(Stored entries)
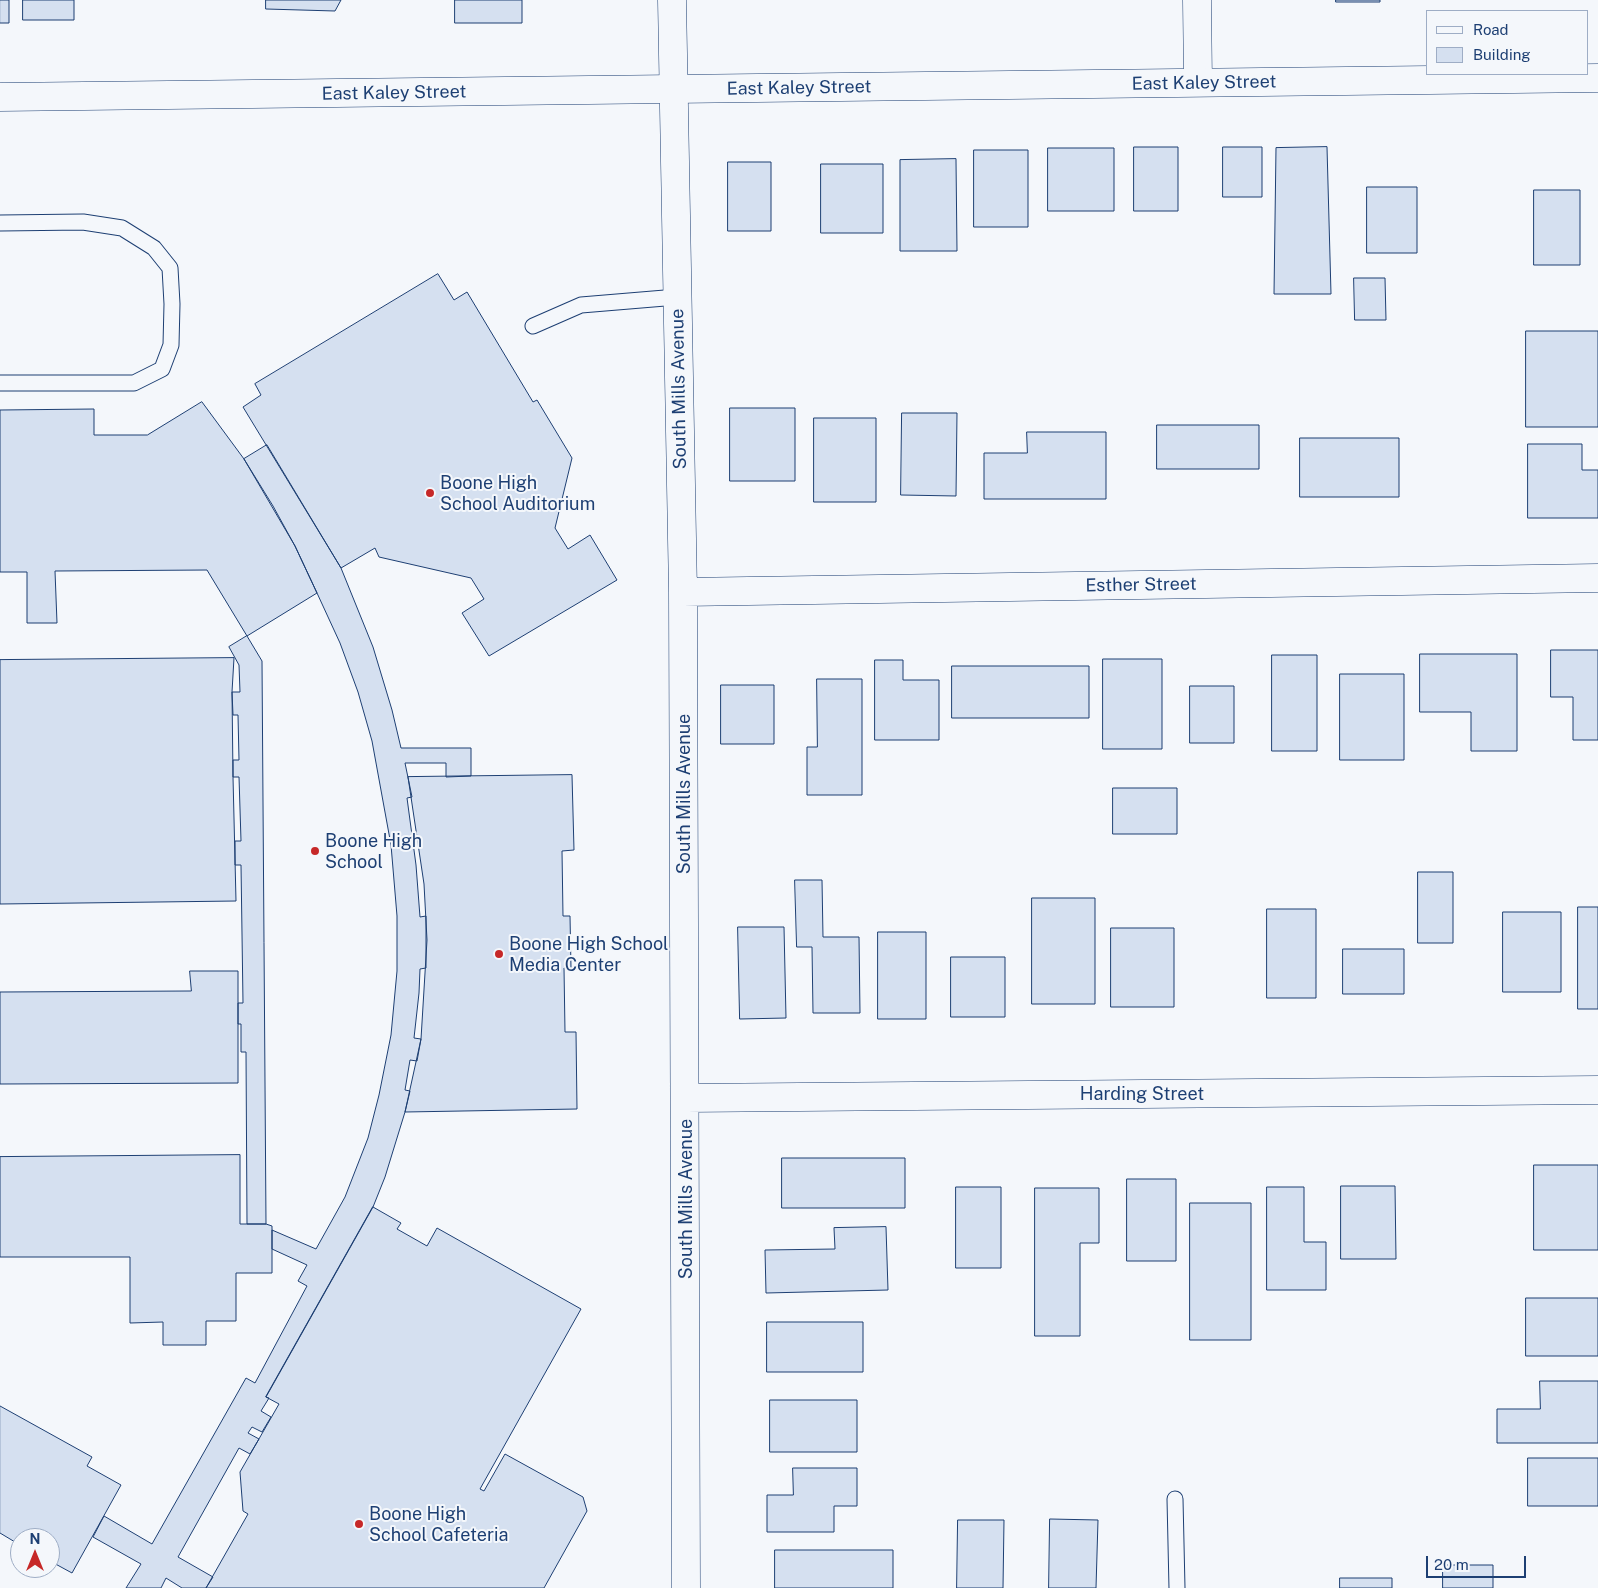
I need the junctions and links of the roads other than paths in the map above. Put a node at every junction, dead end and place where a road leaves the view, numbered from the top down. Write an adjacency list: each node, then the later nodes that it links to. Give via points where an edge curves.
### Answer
1 (672, 0): 5 (street, South Mills Avenue)
2 (1197, 0): 4 (street)
3 (1598, 78): 4 (street, East Kaley Street)
4 (1198, 82): 5 (street, East Kaley Street)
5 (673, 90): 6 (street, East Kaley Street); 8 (street, South Mills Avenue)
6 (0, 96)
7 (0, 223): 10 (lane, via 83,222 122,228 154,248 170,268 172,304 171,345 162,370 134,383)
8 (677, 297): 9 (lane, via 581,305); 12 (street, South Mills Avenue)
9 (533, 326)
10 (0, 383)
11 (1598, 578): 12 (street, Esther Street)
12 (683, 592): 14 (street, South Mills Avenue)
13 (1598, 1090): 14 (street, Harding Street)
14 (686, 1098): 16 (street, South Mills Avenue)
15 (1175, 1499): 17 (lane)
16 (686, 1588)
17 (1177, 1588)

- [Task statement]
Repeat the records verbatim, excluding pictures.

- [Expected answer]
I need the junctions and links of the roads other than paths in the map above. Put a node at every junction, dead end and place where a road leaves the view, numbered from the top down. Write an adjacency list: each node, then the later nodes that it links to. Give via points where an edge curves.
### Answer
1 (672, 0): 5 (street, South Mills Avenue)
2 (1197, 0): 4 (street)
3 (1598, 78): 4 (street, East Kaley Street)
4 (1198, 82): 5 (street, East Kaley Street)
5 (673, 90): 6 (street, East Kaley Street); 8 (street, South Mills Avenue)
6 (0, 96)
7 (0, 223): 10 (lane, via 83,222 122,228 154,248 170,268 172,304 171,345 162,370 134,383)
8 (677, 297): 9 (lane, via 581,305); 12 (street, South Mills Avenue)
9 (533, 326)
10 (0, 383)
11 (1598, 578): 12 (street, Esther Street)
12 (683, 592): 14 (street, South Mills Avenue)
13 (1598, 1090): 14 (street, Harding Street)
14 (686, 1098): 16 (street, South Mills Avenue)
15 (1175, 1499): 17 (lane)
16 (686, 1588)
17 (1177, 1588)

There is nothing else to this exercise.